» **What to do**:
Repeat all of the records word for word, but skip any picture.

(Saved data entries)
^^^^
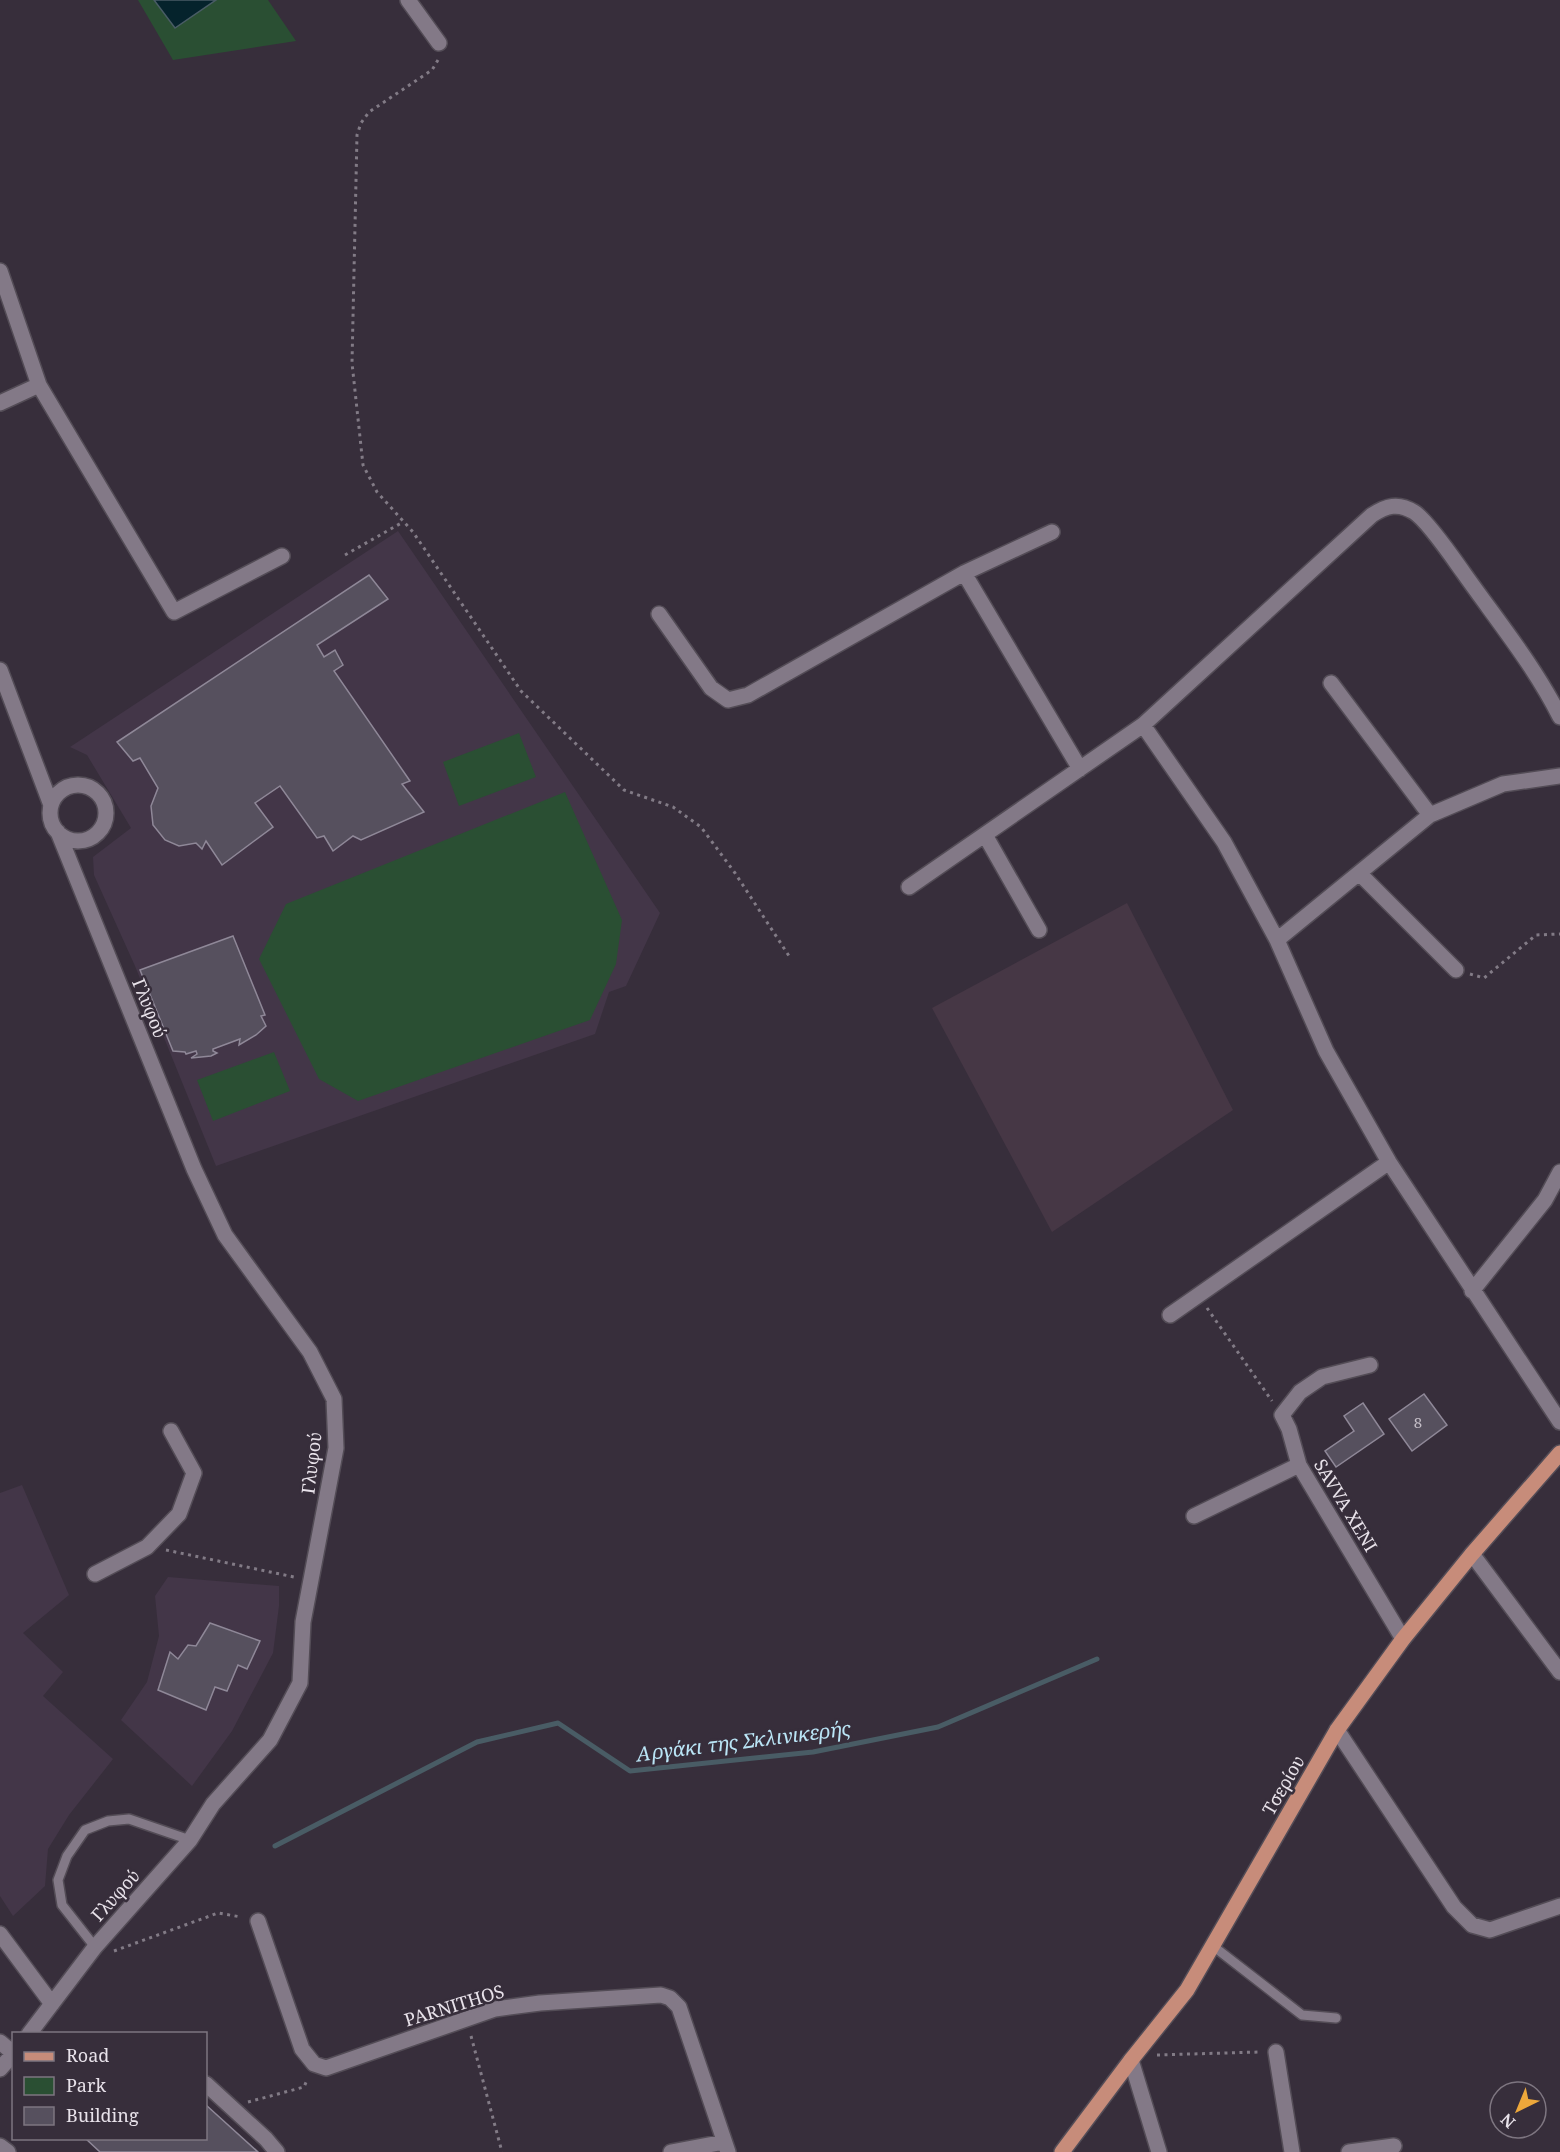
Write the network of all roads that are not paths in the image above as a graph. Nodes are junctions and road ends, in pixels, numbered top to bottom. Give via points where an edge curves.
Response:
1 (408, 0) edge
2 (439, 43) road end
3 (0, 271) edge
4 (39, 385) junction
5 (0, 403) edge
6 (1052, 532) dead end
7 (282, 556) dead end
8 (964, 573) junction
9 (659, 614) dead end
10 (0, 670) edge
11 (1331, 683) dead end
12 (1560, 717) edge
13 (1143, 725) junction
14 (1080, 769) junction
15 (1560, 776) edge
16 (51, 805) junction
17 (1430, 815) junction
18 (58, 832) junction
19 (985, 835) junction
20 (1359, 873) junction
21 (909, 888) dead end
22 (1039, 930) dead end
23 (1277, 940) junction
24 (1456, 970) road end
25 (1389, 1162) junction
26 (1560, 1172) edge
27 (1472, 1291) junction
28 (1170, 1315) dead end
29 (1370, 1365) dead end
30 (1560, 1422) edge
31 (171, 1431) dead end
32 (1560, 1453) edge
33 (1299, 1465) junction
34 (1194, 1516) dead end
35 (1472, 1554) junction
36 (95, 1574) dead end
37 (1403, 1639) junction
38 (1560, 1672) edge
39 (1337, 1730) junction
40 (190, 1840) junction
41 (1560, 1906) edge
42 (258, 1921) road end
43 (0, 1934) edge
44 (1213, 1946) junction
45 (95, 1947) junction
46 (52, 2004) junction
47 (1336, 2018) dead end
48 (31, 2032) edge
49 (0, 2042) edge
50 (12, 2052) edge
51 (1276, 2052) road end
52 (12, 2054) edge
53 (1133, 2058) junction
54 (0, 2069) edge
55 (207, 2085) edge
56 (0, 2146) edge
57 (1394, 2146) dead end
58 (726, 2147) edge
59 (8, 2152) edge
60 (277, 2152) edge
61 (671, 2152) edge
62 (1062, 2152) edge
63 (1159, 2152) edge
64 (1292, 2152) edge
65 (1350, 2152) edge

1 - 2 street
3 - 4 street
4 - 5 street
4 - 7 street via 174,612
6 - 8 street
8 - 9 street via 748,695 728,700 711,688
8 - 14 street
10 - 16 street
11 - 17 street
12 - 13 street via 1528,663 1446,548 1416,512 1393,505 1372,515
13 - 14 street
13 - 23 street via 1224,842
14 - 19 street
15 - 17 street via 1503,784
16 - 18 street via 51,819
16 - 18 street via 59,792 79,785 99,793 106,806 106,820 98,833 85,840 71,840
17 - 20 street
18 - 40 street, Γλυφού via 194,1169 225,1235 310,1352 334,1399 336,1448 303,1622 300,1683 270,1740 213,1804
19 - 21 street
19 - 22 street
20 - 23 street
20 - 24 street
23 - 25 street via 1326,1051
25 - 27 street
25 - 28 street
26 - 27 street via 1545,1200
27 - 30 street
29 - 33 street, SAVVA XENI via 1322,1377 1300,1392 1282,1415
31 - 36 street via 194,1473 179,1514 147,1546
32 - 35 main road, Τσερίου
33 - 34 street
33 - 37 street, SAVVA XENI
35 - 37 main road, Τσερίου
35 - 38 street
37 - 39 main road, Τσερίου
39 - 41 street via 1454,1907 1472,1925 1490,1930
39 - 44 main road, Τσερίου
40 - 45 street, Γλυφού
40 - 45 lane via 129,1819 108,1821 86,1830 67,1856 58,1880 62,1905
42 - 58 street, PARNITHOS via 302,2049 314,2064 326,2068 495,2010 540,2003 661,1995 670,1998 679,2007
43 - 46 street
44 - 47 lane via 1302,2015
44 - 53 main road, Τσερίου via 1187,1990
45 - 46 street, Γλυφού
46 - 48 street, Γλυφού
49 - 50 street
51 - 64 street
52 - 54 street
53 - 62 main road, Τσερίου
53 - 63 street
55 - 60 street
56 - 59 street
57 - 65 street
58 - 61 street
^^^^
» **Answer**:
Write the network of all roads that are not paths in the image above as a graph. Nodes are junctions and road ends, in pixels, numbered top to bottom. Give via points where an edge curves.
Response:
1 (408, 0) edge
2 (439, 43) road end
3 (0, 271) edge
4 (39, 385) junction
5 (0, 403) edge
6 (1052, 532) dead end
7 (282, 556) dead end
8 (964, 573) junction
9 (659, 614) dead end
10 (0, 670) edge
11 (1331, 683) dead end
12 (1560, 717) edge
13 (1143, 725) junction
14 (1080, 769) junction
15 (1560, 776) edge
16 (51, 805) junction
17 (1430, 815) junction
18 (58, 832) junction
19 (985, 835) junction
20 (1359, 873) junction
21 (909, 888) dead end
22 (1039, 930) dead end
23 (1277, 940) junction
24 (1456, 970) road end
25 (1389, 1162) junction
26 (1560, 1172) edge
27 (1472, 1291) junction
28 (1170, 1315) dead end
29 (1370, 1365) dead end
30 (1560, 1422) edge
31 (171, 1431) dead end
32 (1560, 1453) edge
33 (1299, 1465) junction
34 (1194, 1516) dead end
35 (1472, 1554) junction
36 (95, 1574) dead end
37 (1403, 1639) junction
38 (1560, 1672) edge
39 (1337, 1730) junction
40 (190, 1840) junction
41 (1560, 1906) edge
42 (258, 1921) road end
43 (0, 1934) edge
44 (1213, 1946) junction
45 (95, 1947) junction
46 (52, 2004) junction
47 (1336, 2018) dead end
48 (31, 2032) edge
49 (0, 2042) edge
50 (12, 2052) edge
51 (1276, 2052) road end
52 (12, 2054) edge
53 (1133, 2058) junction
54 (0, 2069) edge
55 (207, 2085) edge
56 (0, 2146) edge
57 (1394, 2146) dead end
58 (726, 2147) edge
59 (8, 2152) edge
60 (277, 2152) edge
61 (671, 2152) edge
62 (1062, 2152) edge
63 (1159, 2152) edge
64 (1292, 2152) edge
65 (1350, 2152) edge

1 - 2 street
3 - 4 street
4 - 5 street
4 - 7 street via 174,612
6 - 8 street
8 - 9 street via 748,695 728,700 711,688
8 - 14 street
10 - 16 street
11 - 17 street
12 - 13 street via 1528,663 1446,548 1416,512 1393,505 1372,515
13 - 14 street
13 - 23 street via 1224,842
14 - 19 street
15 - 17 street via 1503,784
16 - 18 street via 51,819
16 - 18 street via 59,792 79,785 99,793 106,806 106,820 98,833 85,840 71,840
17 - 20 street
18 - 40 street, Γλυφού via 194,1169 225,1235 310,1352 334,1399 336,1448 303,1622 300,1683 270,1740 213,1804
19 - 21 street
19 - 22 street
20 - 23 street
20 - 24 street
23 - 25 street via 1326,1051
25 - 27 street
25 - 28 street
26 - 27 street via 1545,1200
27 - 30 street
29 - 33 street, SAVVA XENI via 1322,1377 1300,1392 1282,1415
31 - 36 street via 194,1473 179,1514 147,1546
32 - 35 main road, Τσερίου
33 - 34 street
33 - 37 street, SAVVA XENI
35 - 37 main road, Τσερίου
35 - 38 street
37 - 39 main road, Τσερίου
39 - 41 street via 1454,1907 1472,1925 1490,1930
39 - 44 main road, Τσερίου
40 - 45 street, Γλυφού
40 - 45 lane via 129,1819 108,1821 86,1830 67,1856 58,1880 62,1905
42 - 58 street, PARNITHOS via 302,2049 314,2064 326,2068 495,2010 540,2003 661,1995 670,1998 679,2007
43 - 46 street
44 - 47 lane via 1302,2015
44 - 53 main road, Τσερίου via 1187,1990
45 - 46 street, Γλυφού
46 - 48 street, Γλυφού
49 - 50 street
51 - 64 street
52 - 54 street
53 - 62 main road, Τσερίου
53 - 63 street
55 - 60 street
56 - 59 street
57 - 65 street
58 - 61 street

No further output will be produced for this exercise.